[Collected data entries]
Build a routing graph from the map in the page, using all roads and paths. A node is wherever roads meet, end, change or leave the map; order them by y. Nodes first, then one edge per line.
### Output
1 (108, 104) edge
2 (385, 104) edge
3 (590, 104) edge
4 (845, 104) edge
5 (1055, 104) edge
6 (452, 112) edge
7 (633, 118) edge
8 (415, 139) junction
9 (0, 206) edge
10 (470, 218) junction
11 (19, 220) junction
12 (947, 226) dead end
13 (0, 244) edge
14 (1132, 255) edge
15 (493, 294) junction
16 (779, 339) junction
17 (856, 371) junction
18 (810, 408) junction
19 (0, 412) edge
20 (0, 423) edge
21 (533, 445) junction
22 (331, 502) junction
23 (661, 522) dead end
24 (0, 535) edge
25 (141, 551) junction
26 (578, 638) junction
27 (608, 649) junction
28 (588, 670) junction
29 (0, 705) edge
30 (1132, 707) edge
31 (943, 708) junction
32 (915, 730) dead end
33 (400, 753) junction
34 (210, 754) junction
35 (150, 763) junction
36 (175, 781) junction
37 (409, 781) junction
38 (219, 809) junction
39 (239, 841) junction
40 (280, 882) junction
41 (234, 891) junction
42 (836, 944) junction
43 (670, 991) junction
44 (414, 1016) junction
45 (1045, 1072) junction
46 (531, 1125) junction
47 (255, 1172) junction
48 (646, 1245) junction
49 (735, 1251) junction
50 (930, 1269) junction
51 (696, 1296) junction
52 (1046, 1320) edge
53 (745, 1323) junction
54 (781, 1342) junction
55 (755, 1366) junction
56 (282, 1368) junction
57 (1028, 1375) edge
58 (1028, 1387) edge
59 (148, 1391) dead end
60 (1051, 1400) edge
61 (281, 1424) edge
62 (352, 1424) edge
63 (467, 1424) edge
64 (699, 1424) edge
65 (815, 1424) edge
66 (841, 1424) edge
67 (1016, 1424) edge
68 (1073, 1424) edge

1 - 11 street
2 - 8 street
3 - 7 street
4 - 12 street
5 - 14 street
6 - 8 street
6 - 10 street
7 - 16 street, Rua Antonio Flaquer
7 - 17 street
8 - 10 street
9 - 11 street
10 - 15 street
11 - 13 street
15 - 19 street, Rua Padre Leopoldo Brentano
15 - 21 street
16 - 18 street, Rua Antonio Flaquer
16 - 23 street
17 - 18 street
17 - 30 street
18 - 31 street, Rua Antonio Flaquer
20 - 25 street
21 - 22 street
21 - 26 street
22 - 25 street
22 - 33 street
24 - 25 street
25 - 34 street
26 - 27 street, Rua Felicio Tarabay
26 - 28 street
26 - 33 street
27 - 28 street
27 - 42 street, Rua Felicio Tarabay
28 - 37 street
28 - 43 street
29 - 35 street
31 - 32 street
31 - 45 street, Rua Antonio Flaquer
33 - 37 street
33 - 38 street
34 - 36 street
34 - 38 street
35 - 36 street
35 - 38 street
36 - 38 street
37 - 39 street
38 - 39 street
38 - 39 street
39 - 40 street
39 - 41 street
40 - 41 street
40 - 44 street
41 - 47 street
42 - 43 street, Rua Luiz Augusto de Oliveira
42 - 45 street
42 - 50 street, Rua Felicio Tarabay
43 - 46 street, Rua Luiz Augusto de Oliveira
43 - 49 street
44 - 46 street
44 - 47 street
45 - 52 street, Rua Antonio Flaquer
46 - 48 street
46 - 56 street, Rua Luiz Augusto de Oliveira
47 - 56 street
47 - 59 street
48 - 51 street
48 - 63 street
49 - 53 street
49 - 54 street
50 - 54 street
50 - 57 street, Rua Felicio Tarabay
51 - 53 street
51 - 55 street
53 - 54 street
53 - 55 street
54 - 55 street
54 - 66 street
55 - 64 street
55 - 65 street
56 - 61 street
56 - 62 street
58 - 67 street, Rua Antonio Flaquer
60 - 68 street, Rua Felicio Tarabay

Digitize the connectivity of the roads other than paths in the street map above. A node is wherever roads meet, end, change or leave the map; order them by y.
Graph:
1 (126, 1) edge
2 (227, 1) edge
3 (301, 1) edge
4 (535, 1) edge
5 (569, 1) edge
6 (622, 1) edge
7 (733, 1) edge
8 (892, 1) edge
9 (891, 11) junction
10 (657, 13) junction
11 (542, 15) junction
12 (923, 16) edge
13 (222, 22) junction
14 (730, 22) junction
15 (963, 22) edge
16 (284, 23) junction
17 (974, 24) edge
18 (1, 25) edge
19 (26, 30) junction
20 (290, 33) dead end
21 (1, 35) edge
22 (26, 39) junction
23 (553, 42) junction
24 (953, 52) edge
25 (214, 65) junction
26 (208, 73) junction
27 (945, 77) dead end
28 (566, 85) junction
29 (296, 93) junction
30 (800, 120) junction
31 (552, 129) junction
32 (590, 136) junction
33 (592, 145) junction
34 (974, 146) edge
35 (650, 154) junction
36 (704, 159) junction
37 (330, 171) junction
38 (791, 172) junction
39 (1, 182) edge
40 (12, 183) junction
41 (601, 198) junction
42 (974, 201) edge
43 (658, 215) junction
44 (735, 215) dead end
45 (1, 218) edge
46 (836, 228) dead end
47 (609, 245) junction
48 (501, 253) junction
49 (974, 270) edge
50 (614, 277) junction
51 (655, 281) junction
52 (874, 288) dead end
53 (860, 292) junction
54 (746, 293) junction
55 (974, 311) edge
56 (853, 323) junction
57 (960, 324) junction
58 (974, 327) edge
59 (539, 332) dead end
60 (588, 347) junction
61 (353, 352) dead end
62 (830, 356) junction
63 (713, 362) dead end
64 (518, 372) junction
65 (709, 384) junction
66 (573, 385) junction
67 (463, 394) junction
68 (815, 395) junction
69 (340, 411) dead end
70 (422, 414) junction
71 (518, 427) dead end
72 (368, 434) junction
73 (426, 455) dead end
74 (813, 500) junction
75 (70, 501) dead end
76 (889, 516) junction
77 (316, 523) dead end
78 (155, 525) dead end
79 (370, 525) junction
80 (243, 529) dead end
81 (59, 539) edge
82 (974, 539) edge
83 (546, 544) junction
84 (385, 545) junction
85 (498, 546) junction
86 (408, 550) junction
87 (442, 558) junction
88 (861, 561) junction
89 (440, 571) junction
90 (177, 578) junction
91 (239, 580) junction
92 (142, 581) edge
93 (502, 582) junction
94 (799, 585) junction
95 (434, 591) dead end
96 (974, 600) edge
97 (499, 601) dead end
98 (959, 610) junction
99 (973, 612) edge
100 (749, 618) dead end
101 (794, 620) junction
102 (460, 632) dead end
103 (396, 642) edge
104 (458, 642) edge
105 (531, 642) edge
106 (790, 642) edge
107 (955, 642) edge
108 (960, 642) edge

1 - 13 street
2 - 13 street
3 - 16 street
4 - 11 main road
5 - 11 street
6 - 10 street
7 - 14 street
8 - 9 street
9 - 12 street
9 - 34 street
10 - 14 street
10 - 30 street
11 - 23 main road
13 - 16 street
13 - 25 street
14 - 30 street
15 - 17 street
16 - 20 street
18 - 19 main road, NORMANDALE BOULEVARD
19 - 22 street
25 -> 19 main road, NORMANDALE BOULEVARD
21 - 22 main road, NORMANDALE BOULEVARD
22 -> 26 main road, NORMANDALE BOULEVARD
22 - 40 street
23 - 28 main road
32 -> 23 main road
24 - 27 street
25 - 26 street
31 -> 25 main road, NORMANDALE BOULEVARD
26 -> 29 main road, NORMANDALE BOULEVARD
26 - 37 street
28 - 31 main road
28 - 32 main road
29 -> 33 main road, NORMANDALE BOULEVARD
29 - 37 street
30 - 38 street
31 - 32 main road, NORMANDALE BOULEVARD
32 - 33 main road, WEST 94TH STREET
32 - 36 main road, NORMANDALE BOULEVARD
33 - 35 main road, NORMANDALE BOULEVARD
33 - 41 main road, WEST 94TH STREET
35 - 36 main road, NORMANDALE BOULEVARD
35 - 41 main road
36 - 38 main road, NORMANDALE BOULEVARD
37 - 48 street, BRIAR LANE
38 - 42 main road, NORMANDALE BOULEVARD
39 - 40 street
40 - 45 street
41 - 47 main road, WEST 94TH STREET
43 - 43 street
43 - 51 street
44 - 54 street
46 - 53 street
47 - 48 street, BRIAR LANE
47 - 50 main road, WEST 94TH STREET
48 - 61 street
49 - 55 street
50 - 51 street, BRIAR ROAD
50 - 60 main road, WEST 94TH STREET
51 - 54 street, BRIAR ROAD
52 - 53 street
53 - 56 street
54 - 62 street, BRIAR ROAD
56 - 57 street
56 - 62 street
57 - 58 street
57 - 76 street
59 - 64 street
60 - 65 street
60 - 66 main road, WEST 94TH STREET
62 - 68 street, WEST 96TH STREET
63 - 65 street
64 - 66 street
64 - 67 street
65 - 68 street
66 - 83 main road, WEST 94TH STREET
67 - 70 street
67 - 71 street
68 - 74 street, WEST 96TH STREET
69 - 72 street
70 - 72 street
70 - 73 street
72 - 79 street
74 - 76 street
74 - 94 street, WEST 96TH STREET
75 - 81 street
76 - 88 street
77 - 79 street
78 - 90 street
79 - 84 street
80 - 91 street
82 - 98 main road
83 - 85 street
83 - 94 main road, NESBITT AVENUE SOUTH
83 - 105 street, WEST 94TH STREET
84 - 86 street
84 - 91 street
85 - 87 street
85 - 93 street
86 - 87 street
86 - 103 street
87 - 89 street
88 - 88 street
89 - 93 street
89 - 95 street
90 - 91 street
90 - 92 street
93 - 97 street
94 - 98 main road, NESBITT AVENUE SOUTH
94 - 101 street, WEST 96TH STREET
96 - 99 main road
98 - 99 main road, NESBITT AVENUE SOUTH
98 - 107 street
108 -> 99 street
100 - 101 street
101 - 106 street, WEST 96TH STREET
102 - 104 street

» Task instructions
How many lines in the records contain the string "order"? Give the number by itself.

» Answer to the problem
2